I can’t remember when this was but I was surprised because up to then, her previous CD had been the new one. My own Doctor Who releases go through a similar thing.

Actually, Doctor Who, there’s a thing. I go through various processes writing those, there are the same types of deadlines to the same types of timescales and in theory I could say my involvement ends when I deliver the last draft. Well, you don’t know there won’t be more to do then. So call it when the scripts are in studio, that’s definitely the end for me. Well, sometimes I’m in studio and working on scenes. Okay, post production. Definitely no involvement there, so that Doctor Who is over and I’m looking for the next one.

Except there are liner notes to write for the CD. Quite often there are interviews to do.

So okay, when it goes on sale.

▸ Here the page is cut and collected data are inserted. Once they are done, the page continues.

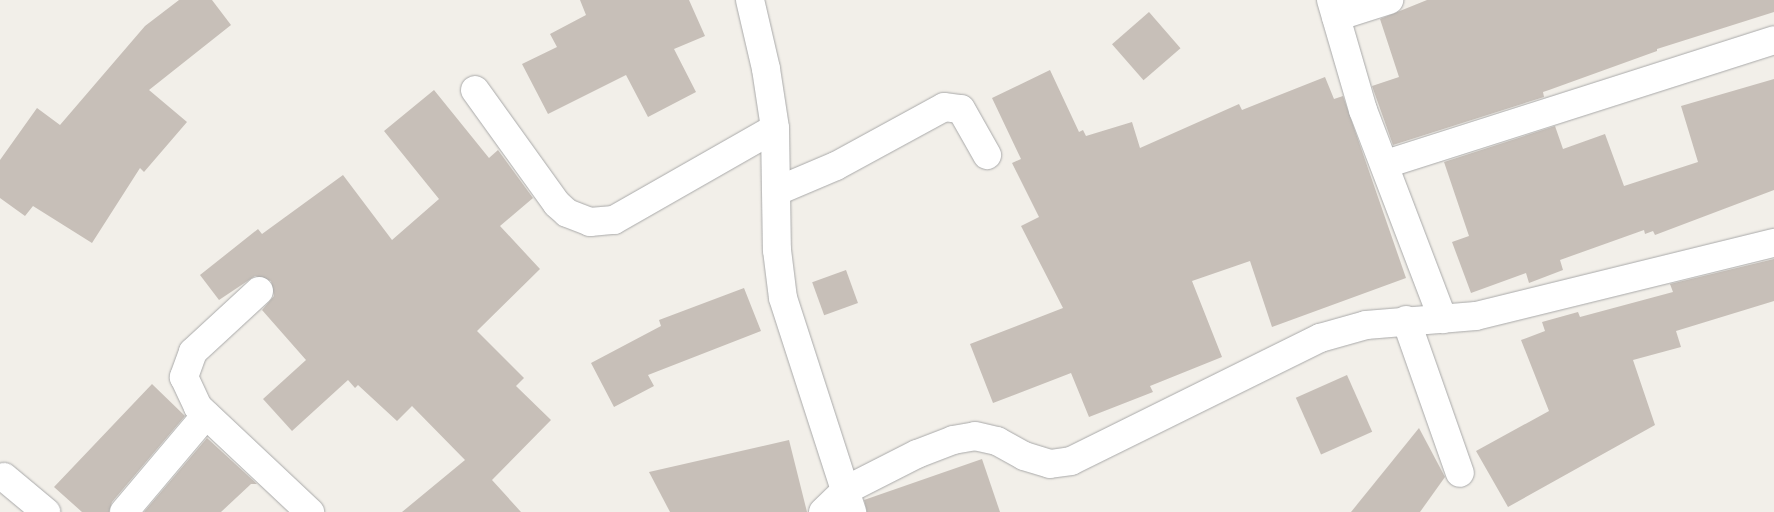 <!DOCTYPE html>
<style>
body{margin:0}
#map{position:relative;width:1774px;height:512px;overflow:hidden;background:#f2efe9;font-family:"Sofia Sans Condensed",sans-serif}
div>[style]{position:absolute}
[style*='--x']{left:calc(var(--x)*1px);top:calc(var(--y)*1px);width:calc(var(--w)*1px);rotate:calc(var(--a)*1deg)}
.building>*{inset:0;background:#c7bfb8;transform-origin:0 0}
.roads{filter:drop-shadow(0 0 1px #a9a9a9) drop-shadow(0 0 1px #a9a9a9)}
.minor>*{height:28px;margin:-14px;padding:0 14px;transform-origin:14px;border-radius:14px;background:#fff}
span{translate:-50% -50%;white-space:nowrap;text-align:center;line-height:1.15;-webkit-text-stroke:4px #fff;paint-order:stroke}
</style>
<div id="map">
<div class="building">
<i style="clip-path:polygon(179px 0,212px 0,231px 25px,149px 90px,187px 122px,144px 172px,140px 168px,92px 243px,33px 206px,25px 216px,0 198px,0 160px,37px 108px,60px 125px,145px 26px)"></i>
<i style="clip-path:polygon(580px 0,689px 0,705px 36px,674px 49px,696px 92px,648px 117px,626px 75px,548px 114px,522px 64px,557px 47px,550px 34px,586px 15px)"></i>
<i style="clip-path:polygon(1427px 0,1774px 0,1774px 12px,1657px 49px,1657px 51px,1549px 90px,1543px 92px,1544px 97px,1393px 145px,1372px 86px,1399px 77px,1380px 19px)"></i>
<i style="left:1149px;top:12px;width:48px;height:49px;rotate:49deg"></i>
<i style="clip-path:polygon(1050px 70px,1079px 132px,1083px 130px,1086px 136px,1132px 122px,1140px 148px,1239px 104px,1242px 110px,1325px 77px,1334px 99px,1343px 96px,1406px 278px,1272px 327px,1250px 261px,1192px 281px,1222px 357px,1150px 386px,1153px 392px,1089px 417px,1071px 373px,993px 403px,970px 344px,1063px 308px,1021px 226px,1039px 217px,1012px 163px,1021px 159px,992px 98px)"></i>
<i style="clip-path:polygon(1774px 79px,1774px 190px,1655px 235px,1653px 231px,1645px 234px,1644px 230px,1560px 260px,1563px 270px,1529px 283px,1526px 273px,1471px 293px,1452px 242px,1469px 236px,1444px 162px,1555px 126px,1563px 149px,1605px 134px,1624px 186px,1698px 162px,1681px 106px)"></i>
<i style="clip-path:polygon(434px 90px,489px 158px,498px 150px,533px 198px,500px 226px,540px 269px,477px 331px,524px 378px,516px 386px,551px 420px,492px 480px,521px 512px,402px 512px,465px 460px,412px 406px,397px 421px,358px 385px,355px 388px,348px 380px,292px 431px,263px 399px,306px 360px,262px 310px,274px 296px,271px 281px,255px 276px,219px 300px,200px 275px,258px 229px,262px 234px,343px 175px,392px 240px,439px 199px,384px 131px)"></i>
<i style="clip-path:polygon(1774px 259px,1774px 301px,1676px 331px,1681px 347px,1633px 360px,1655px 425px,1508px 507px,1476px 451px,1549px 411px,1521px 340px,1545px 331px,1542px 322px,1578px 312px,1580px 317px,1673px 292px,1670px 284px)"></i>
<i style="left:846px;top:270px;width:35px;height:36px;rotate:70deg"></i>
<i style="clip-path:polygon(744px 288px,761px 331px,648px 375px,654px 386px,614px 407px,591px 363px,661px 326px,659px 320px)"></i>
<i style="left:1347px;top:375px;width:62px;height:56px;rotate:66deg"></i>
<i style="clip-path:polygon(152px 384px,185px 416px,112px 502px,109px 512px,82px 512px,54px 487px)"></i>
<i style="clip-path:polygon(1419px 428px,1445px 477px,1420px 512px,1351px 512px)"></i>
<i style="clip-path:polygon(207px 438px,257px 484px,251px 484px,221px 512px,144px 512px)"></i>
<i style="clip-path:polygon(789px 440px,807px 512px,670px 512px,649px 472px)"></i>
<i style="clip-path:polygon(982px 459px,1000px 512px,867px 512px,864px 500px)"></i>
</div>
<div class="roads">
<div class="minor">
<i style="--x:750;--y:0;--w:71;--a:76.9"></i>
<i style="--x:766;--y:69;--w:60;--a:81.3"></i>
<i style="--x:775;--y:128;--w:122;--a:89.1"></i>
<i style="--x:777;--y:250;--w:48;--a:82.9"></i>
<i style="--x:783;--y:298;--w:225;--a:72.1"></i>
<i style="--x:1331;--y:0;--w:115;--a:73.8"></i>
<i style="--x:1363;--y:110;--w:224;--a:69.1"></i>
<i style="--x:1336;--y:17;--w:56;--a:-17.8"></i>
<i style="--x:475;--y:90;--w:140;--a:54.3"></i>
<i style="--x:557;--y:204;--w:13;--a:42"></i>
<i style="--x:567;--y:213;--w:25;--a:21"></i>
<i style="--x:590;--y:222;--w:24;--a:-5"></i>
<i style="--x:614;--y:220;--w:185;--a:-29.7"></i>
<i style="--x:1386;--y:164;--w:407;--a:-17.7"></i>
<i style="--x:777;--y:191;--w:64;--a:-23"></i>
<i style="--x:836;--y:166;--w:123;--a:-28.6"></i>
<i style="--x:944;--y:107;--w:17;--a:7"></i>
<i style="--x:961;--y:109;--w:53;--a:60.5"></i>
<i style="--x:259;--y:291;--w:90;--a:137.3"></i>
<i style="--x:193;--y:352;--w:27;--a:110"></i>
<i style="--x:184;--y:377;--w:33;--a:65"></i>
<i style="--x:198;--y:407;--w:154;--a:43.2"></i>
<i style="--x:1406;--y:320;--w:162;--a:70.6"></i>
<i style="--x:4;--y:477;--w:55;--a:39.8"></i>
<i style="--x:124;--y:512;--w:127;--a:-49.8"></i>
<i style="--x:823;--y:512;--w:32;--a:-44"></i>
<i style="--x:846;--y:490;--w:80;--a:-26.9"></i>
<i style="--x:917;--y:454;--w:39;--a:-21"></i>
<i style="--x:953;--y:440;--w:22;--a:-10"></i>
<i style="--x:975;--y:436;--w:23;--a:13"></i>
<i style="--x:997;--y:441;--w:31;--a:29"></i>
<i style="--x:1024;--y:456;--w:27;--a:17"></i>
<i style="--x:1050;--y:464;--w:21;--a:-8"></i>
<i style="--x:1071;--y:461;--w:278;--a:-26.3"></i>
<i style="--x:1320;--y:338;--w:48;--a:-15.8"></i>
<i style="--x:1366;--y:325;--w:110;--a:-4.7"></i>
<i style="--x:1476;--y:316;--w:307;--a:-13.8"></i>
</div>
</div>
</div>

But that’s when I start talking about it all, I suppose officially because that’s marketing and promotion, but really it’s because now I can FINALLY talk to you about it.

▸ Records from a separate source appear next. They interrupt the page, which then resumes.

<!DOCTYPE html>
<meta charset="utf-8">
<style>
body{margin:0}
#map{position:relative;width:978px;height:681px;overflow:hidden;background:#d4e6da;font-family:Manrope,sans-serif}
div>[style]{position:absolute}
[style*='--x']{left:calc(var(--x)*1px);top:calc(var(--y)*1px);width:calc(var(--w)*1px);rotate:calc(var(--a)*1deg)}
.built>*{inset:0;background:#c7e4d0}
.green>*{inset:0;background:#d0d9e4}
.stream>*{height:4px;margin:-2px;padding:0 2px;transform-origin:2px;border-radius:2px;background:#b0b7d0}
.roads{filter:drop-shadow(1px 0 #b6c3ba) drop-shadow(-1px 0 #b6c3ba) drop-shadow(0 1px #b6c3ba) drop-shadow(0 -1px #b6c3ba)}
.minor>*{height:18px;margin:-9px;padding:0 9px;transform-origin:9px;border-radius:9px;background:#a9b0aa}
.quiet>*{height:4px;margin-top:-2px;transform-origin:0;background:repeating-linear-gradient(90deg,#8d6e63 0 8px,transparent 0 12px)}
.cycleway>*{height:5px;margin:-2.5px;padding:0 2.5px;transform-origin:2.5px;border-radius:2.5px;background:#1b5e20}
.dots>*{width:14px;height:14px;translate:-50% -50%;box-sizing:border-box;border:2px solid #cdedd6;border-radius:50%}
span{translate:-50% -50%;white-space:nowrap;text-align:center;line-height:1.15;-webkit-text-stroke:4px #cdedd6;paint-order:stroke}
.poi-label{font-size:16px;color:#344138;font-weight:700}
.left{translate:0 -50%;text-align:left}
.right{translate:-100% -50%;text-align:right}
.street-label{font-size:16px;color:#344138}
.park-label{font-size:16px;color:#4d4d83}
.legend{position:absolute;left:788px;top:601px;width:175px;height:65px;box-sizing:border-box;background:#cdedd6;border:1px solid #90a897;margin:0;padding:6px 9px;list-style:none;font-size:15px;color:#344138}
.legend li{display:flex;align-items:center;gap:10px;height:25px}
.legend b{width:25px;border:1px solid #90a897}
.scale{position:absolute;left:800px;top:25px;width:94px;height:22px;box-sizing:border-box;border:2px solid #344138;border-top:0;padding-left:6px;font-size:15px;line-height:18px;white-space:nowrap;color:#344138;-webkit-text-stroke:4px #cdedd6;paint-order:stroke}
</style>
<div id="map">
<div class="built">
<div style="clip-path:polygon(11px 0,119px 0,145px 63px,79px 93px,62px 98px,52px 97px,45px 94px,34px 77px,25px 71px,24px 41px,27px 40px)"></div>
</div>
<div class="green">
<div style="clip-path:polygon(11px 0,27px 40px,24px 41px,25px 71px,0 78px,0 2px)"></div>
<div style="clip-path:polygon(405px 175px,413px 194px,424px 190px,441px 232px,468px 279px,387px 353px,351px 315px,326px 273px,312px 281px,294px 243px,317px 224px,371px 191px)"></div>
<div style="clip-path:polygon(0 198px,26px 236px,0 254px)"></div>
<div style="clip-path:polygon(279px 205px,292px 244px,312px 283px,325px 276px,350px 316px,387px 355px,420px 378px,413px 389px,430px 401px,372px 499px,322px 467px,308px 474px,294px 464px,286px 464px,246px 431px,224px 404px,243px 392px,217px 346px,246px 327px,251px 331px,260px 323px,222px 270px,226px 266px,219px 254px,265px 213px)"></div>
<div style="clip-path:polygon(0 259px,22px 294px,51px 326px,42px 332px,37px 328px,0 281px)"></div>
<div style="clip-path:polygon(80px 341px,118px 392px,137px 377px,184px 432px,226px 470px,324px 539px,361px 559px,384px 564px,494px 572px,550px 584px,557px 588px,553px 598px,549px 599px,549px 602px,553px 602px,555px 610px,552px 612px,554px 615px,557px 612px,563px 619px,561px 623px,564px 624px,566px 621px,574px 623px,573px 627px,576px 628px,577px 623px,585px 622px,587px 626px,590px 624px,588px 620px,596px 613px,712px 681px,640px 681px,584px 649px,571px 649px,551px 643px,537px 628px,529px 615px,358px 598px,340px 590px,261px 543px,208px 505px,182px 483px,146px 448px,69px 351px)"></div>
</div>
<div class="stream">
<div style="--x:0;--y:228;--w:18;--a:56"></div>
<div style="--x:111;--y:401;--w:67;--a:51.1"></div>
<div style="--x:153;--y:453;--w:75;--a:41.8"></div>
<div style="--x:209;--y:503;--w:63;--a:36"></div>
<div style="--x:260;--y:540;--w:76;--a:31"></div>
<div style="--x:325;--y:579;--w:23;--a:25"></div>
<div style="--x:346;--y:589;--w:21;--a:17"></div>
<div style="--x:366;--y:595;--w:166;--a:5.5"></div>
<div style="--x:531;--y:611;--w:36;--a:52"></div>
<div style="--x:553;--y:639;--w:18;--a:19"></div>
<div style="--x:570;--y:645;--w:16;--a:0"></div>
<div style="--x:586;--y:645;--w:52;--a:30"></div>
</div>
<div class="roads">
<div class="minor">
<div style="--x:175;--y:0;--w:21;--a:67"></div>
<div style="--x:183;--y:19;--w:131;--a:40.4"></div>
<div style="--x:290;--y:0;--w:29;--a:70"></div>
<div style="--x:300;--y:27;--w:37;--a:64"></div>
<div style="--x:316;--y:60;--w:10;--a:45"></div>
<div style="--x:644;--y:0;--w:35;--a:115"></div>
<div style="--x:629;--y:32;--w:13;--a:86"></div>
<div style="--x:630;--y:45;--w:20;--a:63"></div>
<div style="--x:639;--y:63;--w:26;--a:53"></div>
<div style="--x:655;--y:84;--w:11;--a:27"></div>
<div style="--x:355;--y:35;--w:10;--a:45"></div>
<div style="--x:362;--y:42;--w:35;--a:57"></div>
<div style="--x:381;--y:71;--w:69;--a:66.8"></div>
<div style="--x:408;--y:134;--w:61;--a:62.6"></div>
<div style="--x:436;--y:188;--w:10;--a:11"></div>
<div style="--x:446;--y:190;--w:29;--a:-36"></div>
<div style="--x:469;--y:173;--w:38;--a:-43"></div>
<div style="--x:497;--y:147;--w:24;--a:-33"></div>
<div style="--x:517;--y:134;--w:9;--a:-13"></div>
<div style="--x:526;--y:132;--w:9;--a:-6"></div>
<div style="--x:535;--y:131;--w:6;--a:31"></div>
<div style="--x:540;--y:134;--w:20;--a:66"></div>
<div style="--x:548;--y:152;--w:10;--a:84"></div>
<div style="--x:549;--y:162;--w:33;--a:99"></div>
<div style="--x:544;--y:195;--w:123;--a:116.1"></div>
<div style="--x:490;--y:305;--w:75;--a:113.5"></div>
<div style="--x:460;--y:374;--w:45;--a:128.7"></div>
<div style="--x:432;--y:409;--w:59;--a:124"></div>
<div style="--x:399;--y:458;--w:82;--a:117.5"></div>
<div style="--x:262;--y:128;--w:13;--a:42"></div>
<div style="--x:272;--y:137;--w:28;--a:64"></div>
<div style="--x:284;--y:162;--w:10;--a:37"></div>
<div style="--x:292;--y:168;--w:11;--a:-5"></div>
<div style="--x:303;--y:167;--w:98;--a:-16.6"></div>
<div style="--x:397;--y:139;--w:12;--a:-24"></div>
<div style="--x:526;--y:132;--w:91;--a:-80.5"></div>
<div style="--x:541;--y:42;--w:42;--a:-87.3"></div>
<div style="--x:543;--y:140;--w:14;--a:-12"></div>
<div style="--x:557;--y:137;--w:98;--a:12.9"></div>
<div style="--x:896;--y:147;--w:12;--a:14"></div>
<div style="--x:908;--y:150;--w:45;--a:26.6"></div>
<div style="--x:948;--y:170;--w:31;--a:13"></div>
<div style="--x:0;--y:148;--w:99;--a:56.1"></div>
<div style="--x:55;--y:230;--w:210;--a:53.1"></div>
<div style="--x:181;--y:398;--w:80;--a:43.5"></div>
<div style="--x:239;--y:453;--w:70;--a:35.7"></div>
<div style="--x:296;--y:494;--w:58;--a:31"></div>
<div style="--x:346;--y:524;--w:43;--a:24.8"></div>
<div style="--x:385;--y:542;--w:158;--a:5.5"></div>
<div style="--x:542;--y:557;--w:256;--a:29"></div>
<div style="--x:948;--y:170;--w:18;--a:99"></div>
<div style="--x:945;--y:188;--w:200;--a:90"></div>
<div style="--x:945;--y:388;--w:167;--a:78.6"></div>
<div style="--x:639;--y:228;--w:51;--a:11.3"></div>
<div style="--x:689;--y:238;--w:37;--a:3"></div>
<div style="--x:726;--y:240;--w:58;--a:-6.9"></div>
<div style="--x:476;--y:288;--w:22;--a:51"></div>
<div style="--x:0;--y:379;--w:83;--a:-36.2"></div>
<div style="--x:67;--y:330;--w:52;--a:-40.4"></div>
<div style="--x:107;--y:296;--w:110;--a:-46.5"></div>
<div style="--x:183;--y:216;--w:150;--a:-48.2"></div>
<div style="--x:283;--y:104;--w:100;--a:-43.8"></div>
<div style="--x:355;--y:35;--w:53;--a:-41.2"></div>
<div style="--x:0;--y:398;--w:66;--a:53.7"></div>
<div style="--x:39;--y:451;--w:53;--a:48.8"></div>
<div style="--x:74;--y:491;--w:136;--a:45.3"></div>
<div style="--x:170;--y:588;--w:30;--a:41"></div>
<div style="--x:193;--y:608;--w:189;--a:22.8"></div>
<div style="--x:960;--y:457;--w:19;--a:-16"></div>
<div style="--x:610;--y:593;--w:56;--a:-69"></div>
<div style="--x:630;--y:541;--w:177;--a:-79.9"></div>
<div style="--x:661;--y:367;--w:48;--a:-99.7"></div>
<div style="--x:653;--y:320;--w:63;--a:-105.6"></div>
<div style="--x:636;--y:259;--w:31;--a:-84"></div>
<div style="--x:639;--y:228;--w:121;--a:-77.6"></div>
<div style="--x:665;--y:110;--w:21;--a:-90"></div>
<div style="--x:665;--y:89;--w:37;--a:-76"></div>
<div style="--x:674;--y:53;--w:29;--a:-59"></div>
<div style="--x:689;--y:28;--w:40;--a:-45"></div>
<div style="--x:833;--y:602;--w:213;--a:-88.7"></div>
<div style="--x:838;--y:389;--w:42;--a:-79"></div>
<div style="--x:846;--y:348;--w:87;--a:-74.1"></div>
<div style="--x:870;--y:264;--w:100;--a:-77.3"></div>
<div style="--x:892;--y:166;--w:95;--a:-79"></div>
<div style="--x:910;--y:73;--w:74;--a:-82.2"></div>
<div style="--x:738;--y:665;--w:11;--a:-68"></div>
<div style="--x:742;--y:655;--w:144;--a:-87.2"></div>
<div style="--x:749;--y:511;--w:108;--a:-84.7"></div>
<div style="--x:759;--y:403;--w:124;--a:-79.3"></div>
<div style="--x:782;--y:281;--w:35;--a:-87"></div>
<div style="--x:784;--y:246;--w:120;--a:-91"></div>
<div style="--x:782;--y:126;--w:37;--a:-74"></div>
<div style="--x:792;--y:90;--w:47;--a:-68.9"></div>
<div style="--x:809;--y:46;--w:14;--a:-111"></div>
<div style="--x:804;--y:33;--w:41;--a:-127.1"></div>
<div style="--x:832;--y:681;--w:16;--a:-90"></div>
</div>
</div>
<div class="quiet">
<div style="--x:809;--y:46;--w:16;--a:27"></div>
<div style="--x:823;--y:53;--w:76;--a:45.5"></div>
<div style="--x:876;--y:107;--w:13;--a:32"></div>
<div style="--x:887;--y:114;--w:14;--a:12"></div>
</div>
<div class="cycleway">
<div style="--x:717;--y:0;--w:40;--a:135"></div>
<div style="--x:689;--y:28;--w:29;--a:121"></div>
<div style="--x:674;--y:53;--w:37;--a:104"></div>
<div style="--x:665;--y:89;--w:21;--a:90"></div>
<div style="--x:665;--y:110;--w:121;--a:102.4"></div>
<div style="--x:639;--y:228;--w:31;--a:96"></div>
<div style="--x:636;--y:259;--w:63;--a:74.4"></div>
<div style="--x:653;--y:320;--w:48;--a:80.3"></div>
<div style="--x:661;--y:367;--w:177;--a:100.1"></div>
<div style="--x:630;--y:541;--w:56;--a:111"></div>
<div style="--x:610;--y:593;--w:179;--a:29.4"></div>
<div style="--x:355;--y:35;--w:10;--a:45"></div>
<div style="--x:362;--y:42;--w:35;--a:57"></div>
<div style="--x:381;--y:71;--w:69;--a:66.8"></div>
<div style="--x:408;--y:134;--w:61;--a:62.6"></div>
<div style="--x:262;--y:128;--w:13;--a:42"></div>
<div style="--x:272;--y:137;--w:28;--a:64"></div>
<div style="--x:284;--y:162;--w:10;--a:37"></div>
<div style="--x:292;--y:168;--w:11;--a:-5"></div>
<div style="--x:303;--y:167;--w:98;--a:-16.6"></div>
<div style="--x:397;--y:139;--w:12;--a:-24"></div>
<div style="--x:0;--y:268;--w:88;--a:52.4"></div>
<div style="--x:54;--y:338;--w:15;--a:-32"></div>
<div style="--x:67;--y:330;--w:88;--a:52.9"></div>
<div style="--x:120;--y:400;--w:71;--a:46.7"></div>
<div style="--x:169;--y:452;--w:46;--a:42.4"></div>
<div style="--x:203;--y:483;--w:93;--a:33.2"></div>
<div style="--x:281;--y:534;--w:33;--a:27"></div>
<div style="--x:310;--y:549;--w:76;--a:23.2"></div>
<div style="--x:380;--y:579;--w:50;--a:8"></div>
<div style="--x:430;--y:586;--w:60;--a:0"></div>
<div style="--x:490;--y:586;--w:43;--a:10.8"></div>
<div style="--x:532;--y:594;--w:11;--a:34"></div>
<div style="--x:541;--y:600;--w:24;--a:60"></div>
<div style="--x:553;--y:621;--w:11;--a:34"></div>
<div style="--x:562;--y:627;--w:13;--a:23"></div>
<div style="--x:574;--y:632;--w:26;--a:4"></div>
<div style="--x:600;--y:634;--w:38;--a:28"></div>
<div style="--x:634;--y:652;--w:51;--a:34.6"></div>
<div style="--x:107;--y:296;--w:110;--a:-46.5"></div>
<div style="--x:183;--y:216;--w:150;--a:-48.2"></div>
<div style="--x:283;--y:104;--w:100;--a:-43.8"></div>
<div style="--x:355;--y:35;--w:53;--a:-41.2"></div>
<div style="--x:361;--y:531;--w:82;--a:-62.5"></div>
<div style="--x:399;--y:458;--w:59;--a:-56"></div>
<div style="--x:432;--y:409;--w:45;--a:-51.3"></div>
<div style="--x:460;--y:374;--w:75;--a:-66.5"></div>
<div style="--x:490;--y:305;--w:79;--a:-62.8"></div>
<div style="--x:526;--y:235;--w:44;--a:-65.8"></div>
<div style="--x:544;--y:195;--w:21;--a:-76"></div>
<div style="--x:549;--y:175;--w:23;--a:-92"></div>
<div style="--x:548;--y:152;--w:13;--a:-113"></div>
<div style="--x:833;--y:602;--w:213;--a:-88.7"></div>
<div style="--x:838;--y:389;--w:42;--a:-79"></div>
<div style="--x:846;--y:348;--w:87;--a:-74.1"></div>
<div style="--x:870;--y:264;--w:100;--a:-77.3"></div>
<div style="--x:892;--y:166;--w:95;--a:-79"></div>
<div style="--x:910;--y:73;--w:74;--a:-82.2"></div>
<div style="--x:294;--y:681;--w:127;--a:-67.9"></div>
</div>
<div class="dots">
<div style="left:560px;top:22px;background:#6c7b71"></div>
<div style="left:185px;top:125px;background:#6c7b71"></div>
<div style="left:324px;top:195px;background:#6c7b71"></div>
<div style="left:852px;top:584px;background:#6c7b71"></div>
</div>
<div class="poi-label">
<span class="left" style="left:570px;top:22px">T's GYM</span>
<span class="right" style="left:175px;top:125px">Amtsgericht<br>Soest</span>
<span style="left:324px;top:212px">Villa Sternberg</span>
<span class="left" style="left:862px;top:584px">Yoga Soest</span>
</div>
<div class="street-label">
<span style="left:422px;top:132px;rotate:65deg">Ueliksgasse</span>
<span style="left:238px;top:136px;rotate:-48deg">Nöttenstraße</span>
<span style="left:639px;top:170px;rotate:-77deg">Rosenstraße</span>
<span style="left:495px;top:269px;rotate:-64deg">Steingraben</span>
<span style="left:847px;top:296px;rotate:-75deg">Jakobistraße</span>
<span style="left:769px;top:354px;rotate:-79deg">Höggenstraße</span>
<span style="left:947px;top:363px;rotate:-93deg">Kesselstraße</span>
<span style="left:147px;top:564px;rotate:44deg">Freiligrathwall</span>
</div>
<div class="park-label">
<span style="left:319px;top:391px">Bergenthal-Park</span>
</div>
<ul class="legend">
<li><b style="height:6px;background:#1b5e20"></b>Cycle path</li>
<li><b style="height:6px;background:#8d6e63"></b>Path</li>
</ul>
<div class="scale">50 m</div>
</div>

I don’t put “Tweet about Doctor Who” in my OmniFocus To Do list. It isn’t a task, it’s what I do for fun. So by the time we reach the tweeting stage, you can bet that my OmniFocus Doctor Who project is long completed. So that’s definitely it, that’s definitely over. I have ticked off everything I have to do, everything I have to deliver, I can mark the entire project as done.

That seems very satisfying.

And that’s why this is on my mind today. I did an event yesterday that has been some preposterous number of months in the making and this morning I’m doing my OmniFocus review, I’m getting to that project and I am about to grandly click on Done, when I don’t.

Because I’ve thought of some more tasks. Well, call them tasks because it would be bad if I didn’t do them. Just wrapping up stuff, there are so many people I want to thank for getting this done for me, for instance. That could go in the fun pile, that needn’t be a task To Do per se, except I’ll feel very bad if I forget someone in the rush. So I jotted down who it is. And okay, I know it’d be handiest for this person if I phoned and for that person if I texted, and so on.

Then there’s the money to do with the event. That truly is a task. That is several tasks in a row.

When that’s all done, then, that’s when this event is over.

Okay.

Sorted.

I just need to keep the event details around because I’ve had a lot of praise for it that might help in the pitching for the new one.